= Ralph H. Hruban =

Pathologist

Ralph H. Hruban is professor of pathology and oncology at the Johns Hopkins School of Medicine. He is currently Director of the Sol Goldman Pancreatic Cancer Research Center at Johns Hopkins, and Baxley Professor and Director of the Department of Pathology. He is a world expert on pancreatic cancer.

==Education==
Hruban attended the University of Chicago Laboratory Schools, graduating from the High School in 1977. He received his undergraduate degree from the University of Chicago in 1981, and his Doctor of Medicine from Johns Hopkins School of Medicine in 1985. He completed his pathology residency at Johns Hopkins, and then spent one year as a fellow at the Memorial Sloan Kettering Cancer Center in New York City.

==Career==
In 1990, Hruban returned to Johns Hopkins.

Hruban is an expert in the field of pancreatic cancer pathology.
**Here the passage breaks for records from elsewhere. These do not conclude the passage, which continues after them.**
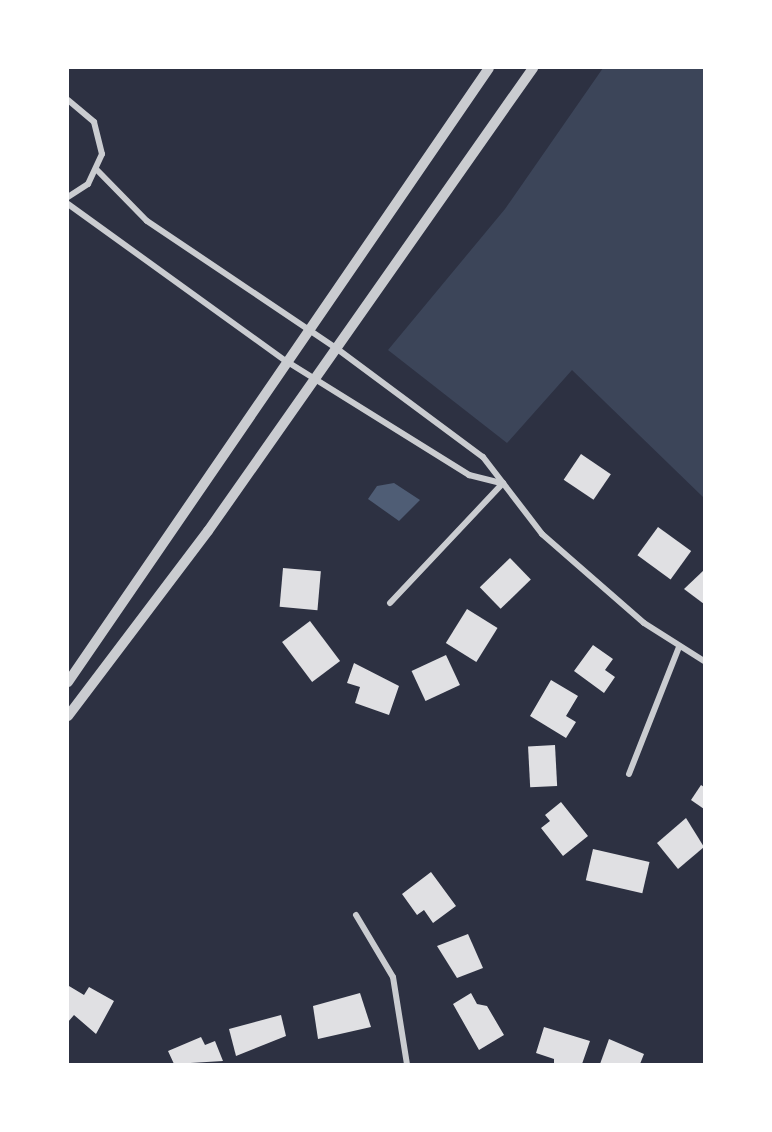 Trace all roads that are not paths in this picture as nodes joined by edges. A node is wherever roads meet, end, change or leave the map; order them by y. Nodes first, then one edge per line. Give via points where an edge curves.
1 (489, 68) edge
2 (533, 68) edge
3 (68, 99) edge
4 (98, 170) junction
5 (68, 197) edge
6 (68, 204) edge
7 (307, 328) junction
8 (336, 348) junction
9 (286, 361) junction
10 (314, 379) junction
11 (503, 483) junction
12 (390, 603) dead end
13 (679, 647) junction
14 (705, 661) edge
15 (68, 682) edge
16 (68, 716) edge
17 (629, 774) dead end
18 (356, 915) dead end
19 (407, 1065) edge

1 - 7 street
2 - 8 street
3 - 4 street via 98,129
4 - 5 street
4 - 7 street via 147,221
6 - 9 street
7 - 8 street
7 - 9 street
8 - 10 street
8 - 11 street via 483,456
9 - 10 street
9 - 15 street
10 - 11 street via 469,475
10 - 16 street
11 - 12 street
11 - 13 street via 542,534
13 - 14 street
13 - 17 street
18 - 19 street via 393,977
He has researched the characterization of PanINs, the precursor lesions that give rise to invasive pancreatic cancer.

Hruban founded the National Familial Pancreas Tumor Registry at Johns Hopkins, which serves as a resource to patients and their families.
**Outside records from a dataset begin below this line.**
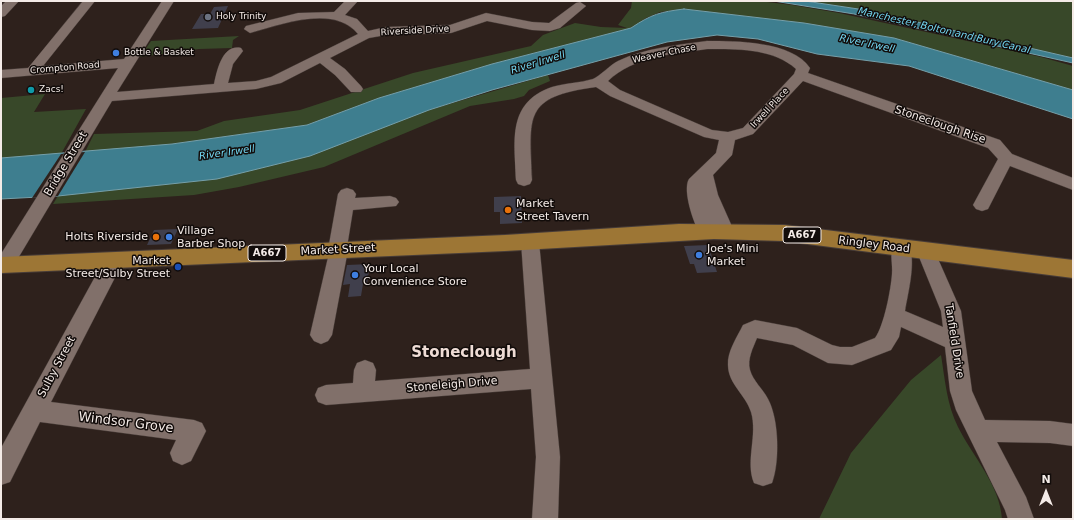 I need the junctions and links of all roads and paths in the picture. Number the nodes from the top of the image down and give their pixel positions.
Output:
1 (13, 1) edge
2 (89, 1) edge
3 (168, 1) edge
4 (352, 1) edge
5 (580, 6) dead end
6 (1, 13) edge
7 (337, 16) junction
8 (256, 24) dead end
9 (365, 35) junction
10 (236, 56) dead end
11 (321, 57) junction
12 (130, 63) junction
13 (32, 71) junction
14 (802, 72) junction
15 (362, 73) dead end
16 (1, 74) edge
17 (599, 82) junction
18 (220, 89) junction
19 (106, 97) junction
20 (721, 136) junction
21 (1006, 158) junction
22 (524, 180) dead end
23 (1073, 184) edge
24 (390, 202) dead end
25 (982, 205) dead end
26 (716, 231) junction
27 (530, 242) junction
28 (901, 248) junction
29 (338, 250) junction
30 (926, 252) junction
31 (114, 260) junction
32 (2, 265) edge
33 (1073, 269) edge
34 (894, 315) junction
35 (321, 334) dead end
36 (955, 342) junction
37 (365, 370) dead end
38 (541, 378) junction
39 (363, 392) junction
40 (326, 395) dead end
41 (34, 411) junction
42 (980, 431) junction
43 (1073, 435) edge
44 (182, 453) dead end
45 (1, 473) edge
46 (762, 474) dead end
47 (545, 519) edge
48 (1021, 519) edge

1 - 6 street
2 - 13 street
3 - 12 street, Bridge Street
4 - 7 street
5 - 9 street, Riverside Drive
7 - 8 street, Riverside Drive
7 - 9 street, Riverside Drive
9 - 11 street, Riverside Drive
10 - 18 street
11 - 15 street
11 - 18 street, Riverside Drive
12 - 13 street, Crompton Road
12 - 19 street, Bridge Street
13 - 16 street, Crompton Road
14 - 17 street, Weaver Chase
14 - 20 street, Irwell Place
14 - 21 street, Stoneclough Rise
17 - 20 street
17 - 22 street
18 - 19 street, Riverside Drive
19 - 32 street, Bridge Street
20 - 26 street
21 - 23 street, Stoneclough Rise
21 - 25 street
24 - 29 street
26 - 27 main road, Ringley Road / A667
26 - 28 main road, Ringley Road / A667
27 - 29 main road, Market Street / A667
27 - 38 street
28 - 30 main road, Ringley Road / A667
28 - 34 street
29 - 31 main road, Market Street / A667
29 - 35 street
30 - 33 main road, Ringley Road / A667
30 - 36 street, Tanfield Drive
31 - 32 main road, Market Street / A667
31 - 41 street, Sulby Street
34 - 36 street
34 - 46 street
36 - 42 street, Tanfield Drive
37 - 39 street
38 - 39 street, Stoneleigh Drive
38 - 47 street
39 - 40 street, Stoneleigh Drive
41 - 44 street, Windsor Grove
41 - 45 street, Sulby Street
42 - 43 street
42 - 48 street, Tanfield Drive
Hruban was Director of Science for the Lustgarten Foundation for Pancreatic Cancer Research, and Chair of the advisory committee for the Alan Mason Chesney Medical Archives, the official repository of Johns Hopkins University.

He was also involved in the large-scale project of creating world's first virtually complete draft map of human proteome led by the Institute of Bioinformatics, Bangalore, India and the Johns Hopkins University.

==Recognition==
He has authored more than 800 peer-reviewed manuscripts and eight books, including the standard textbook on pancreatic pathology (the AFIP Fascicle on Tumors of the Pancreas) and the World Health Organization “blue book” on tumors of the digestive tract. He is recognized by the Institute for Scientific Information as a highly cited researcher and by Essential Science Indicators as the most highly cited pancreatic cancer scientist.

Hruban has received numerous awards including the Arthur Purdy Stout Prize for significant career achievements in surgical pathology, the Ramzi Cotran Award from the United States and Canadian Academy of Pathology, the PanCAN Medical Visionary Award, the Ranice W. Crosby Distinguished Achievement Award in Art as Applied to Medicine, the Ruth C. Brufsky Award of Excellence in Clinical Research for Pancreatic Cancer, the Frank Netter Award for Special Contributions to Medical Education, the Johns Hopkins University Distinguished Alumni Award, the Team Science Award from the American Association for Cancer Research, and five teaching awards from the Johns Hopkins School of Medicine. He was elected to the German National Academy of Sciences Leopoldina in 2013. Hruban also received the Young Investigator Award from the United States and Canadian Academy of Pathology, and the Medical Visionary Award from the Pancreatic Cancer Action Network. In November 2018, Expertscape recognized him as one of the world's foremost experts in pancreatic cancer.

He also produced an award winning documentary on the life of William Stewart Halsted, the founding head of surgery at Johns Hopkins.